__Data excerpts__

★ ★ ★ ★ ★

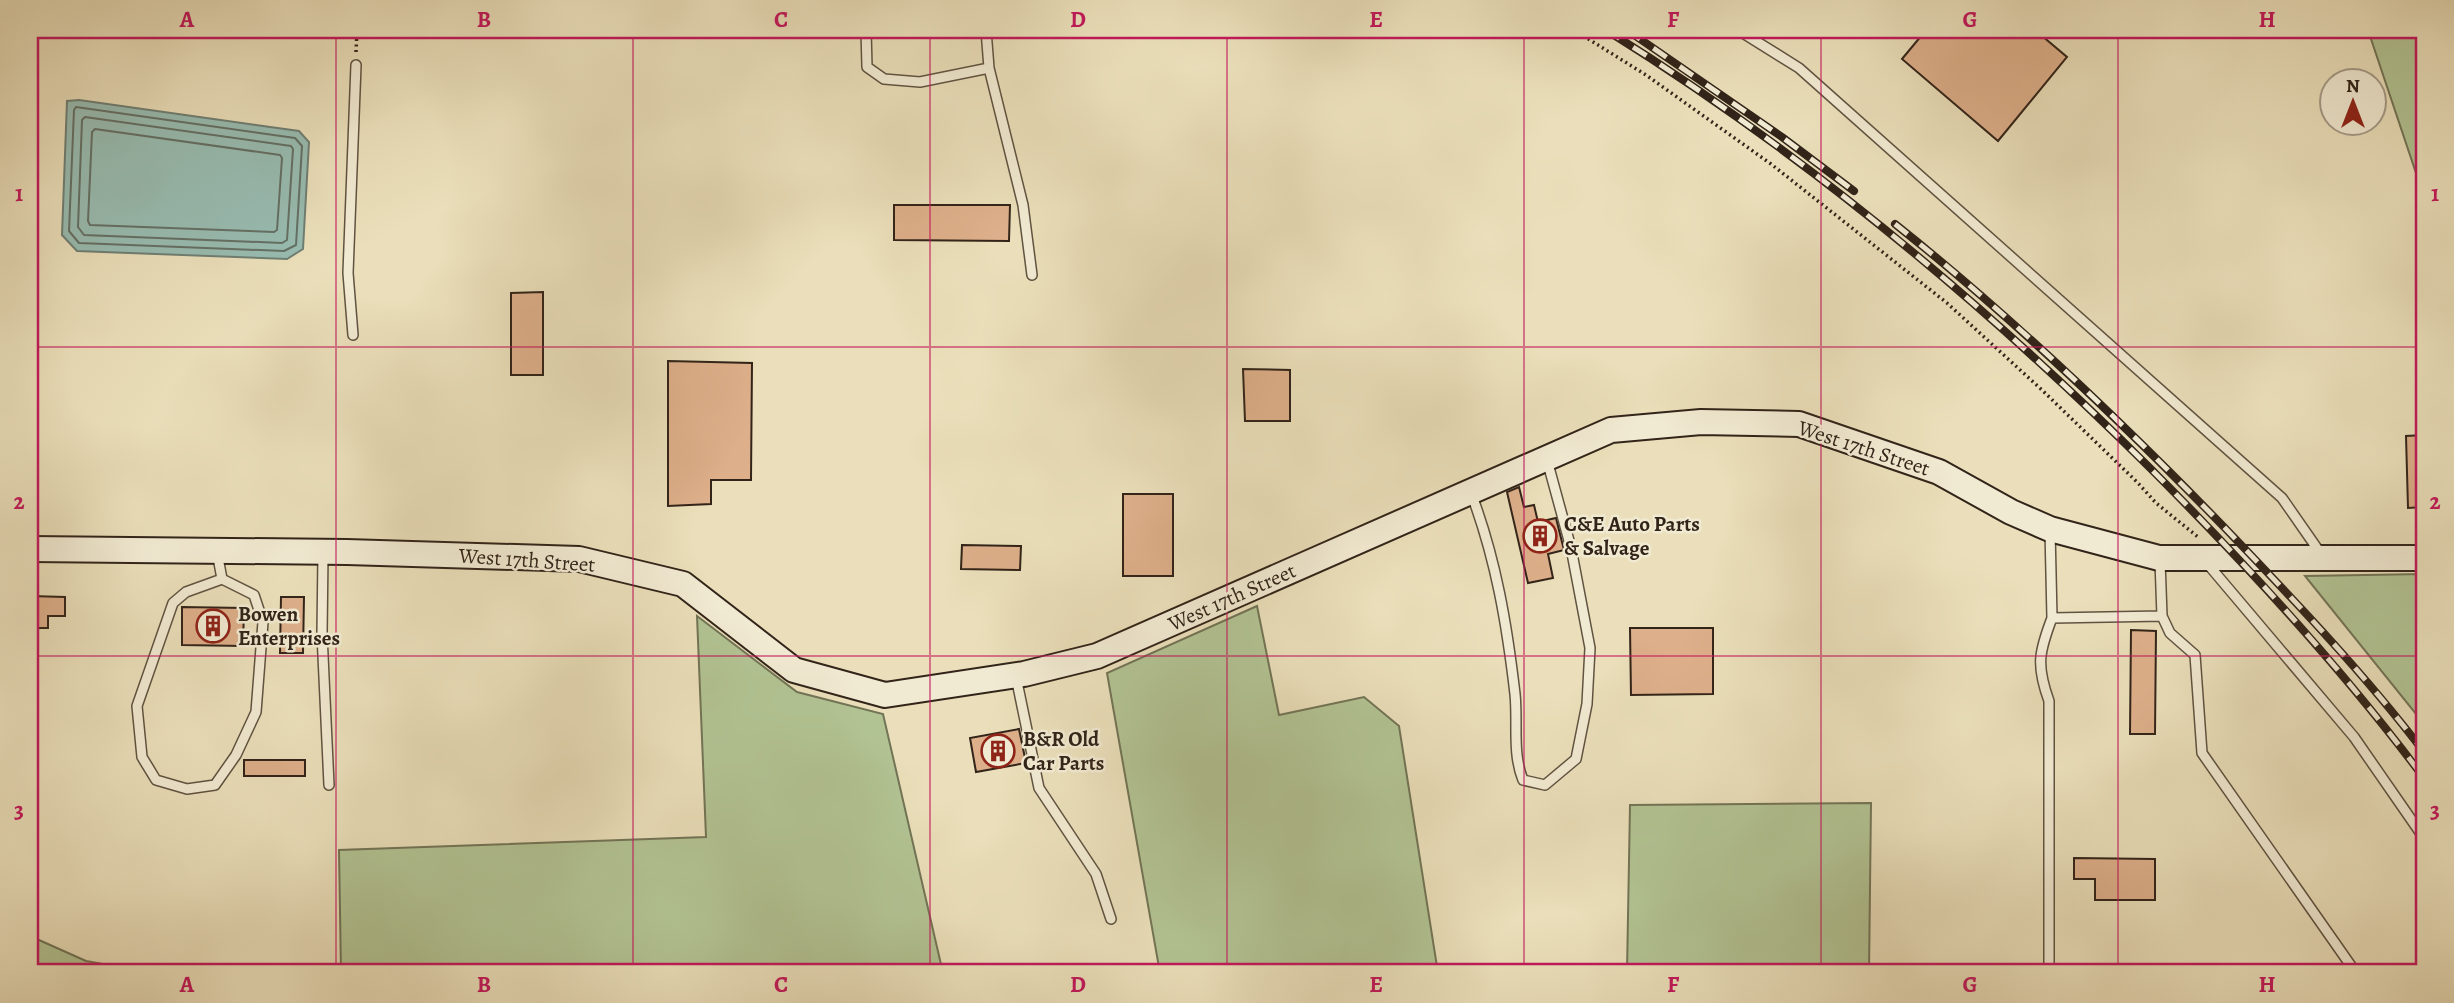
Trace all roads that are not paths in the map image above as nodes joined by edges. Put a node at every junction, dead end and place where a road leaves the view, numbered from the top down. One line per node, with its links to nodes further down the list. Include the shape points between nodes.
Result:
1 (866, 30): 5 (lane, via 867,67 884,79 920,82)
2 (986, 30): 5 (lane)
3 (1738, 30): 17 (lane, via 1799,68 2281,498)
4 (356, 65): 7 (lane, via 348,273)
5 (989, 68): 6 (lane, via 1023,205)
6 (1032, 275)
7 (353, 335)
8 (1547, 458): 9 (street, West 17th Street); 9 (lane, via 1571,548 1590,648 1587,704 1576,760 1545,785 1523,780 1516,764 1516,701 1509,640 1496,568); 10 (street, West 17th Street, via 1611,430 1701,422 1799,424 1939,472)
9 (1471, 492): 21 (street, West 17th Street, via 1097,656)
10 (2050, 529): 14 (street, West 17th Street); 20 (lane)
11 (30, 549): 12 (street, West 17th Street)
12 (217, 551): 13 (street, West 17th Street); 18 (lane)
13 (323, 552): 21 (street, West 17th Street, via 579,559 683,584 794,670 884,695); 22 (lane)
14 (2160, 558): 15 (street, West 17th Street); 19 (lane)
15 (2206, 558): 17 (street, West 17th Street); 23 (lane, via 2354,737)
16 (2424, 558): 17 (street, West 17th Street)
17 (2324, 559)
18 (222, 579): 18 (lane, via 254,595 263,622 256,712 236,755 215,785 187,789 156,780 142,757 137,706 173,603 187,592)
19 (2162, 616): 20 (lane); 26 (lane, via 2170,633 2195,655 2202,753)
20 (2052, 618): 25 (lane, via 2040,649 2041,680 2049,701)
21 (1016, 675): 24 (lane, via 1038,788 1096,874)
22 (329, 785)
23 (2424, 838)
24 (1111, 919)
25 (2049, 973)
26 (2356, 973)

★ ★ ★ ★ ★

__What to do__
Could you please return each line of the material exactly, dropping the pictures?

__Your response__
Trace all roads that are not paths in the map image above as nodes joined by edges. Put a node at every junction, dead end and place where a road leaves the view, numbered from the top down. One line per node, with its links to nodes further down the list. Include the shape points between nodes.
Result:
1 (866, 30): 5 (lane, via 867,67 884,79 920,82)
2 (986, 30): 5 (lane)
3 (1738, 30): 17 (lane, via 1799,68 2281,498)
4 (356, 65): 7 (lane, via 348,273)
5 (989, 68): 6 (lane, via 1023,205)
6 (1032, 275)
7 (353, 335)
8 (1547, 458): 9 (street, West 17th Street); 9 (lane, via 1571,548 1590,648 1587,704 1576,760 1545,785 1523,780 1516,764 1516,701 1509,640 1496,568); 10 (street, West 17th Street, via 1611,430 1701,422 1799,424 1939,472)
9 (1471, 492): 21 (street, West 17th Street, via 1097,656)
10 (2050, 529): 14 (street, West 17th Street); 20 (lane)
11 (30, 549): 12 (street, West 17th Street)
12 (217, 551): 13 (street, West 17th Street); 18 (lane)
13 (323, 552): 21 (street, West 17th Street, via 579,559 683,584 794,670 884,695); 22 (lane)
14 (2160, 558): 15 (street, West 17th Street); 19 (lane)
15 (2206, 558): 17 (street, West 17th Street); 23 (lane, via 2354,737)
16 (2424, 558): 17 (street, West 17th Street)
17 (2324, 559)
18 (222, 579): 18 (lane, via 254,595 263,622 256,712 236,755 215,785 187,789 156,780 142,757 137,706 173,603 187,592)
19 (2162, 616): 20 (lane); 26 (lane, via 2170,633 2195,655 2202,753)
20 (2052, 618): 25 (lane, via 2040,649 2041,680 2049,701)
21 (1016, 675): 24 (lane, via 1038,788 1096,874)
22 (329, 785)
23 (2424, 838)
24 (1111, 919)
25 (2049, 973)
26 (2356, 973)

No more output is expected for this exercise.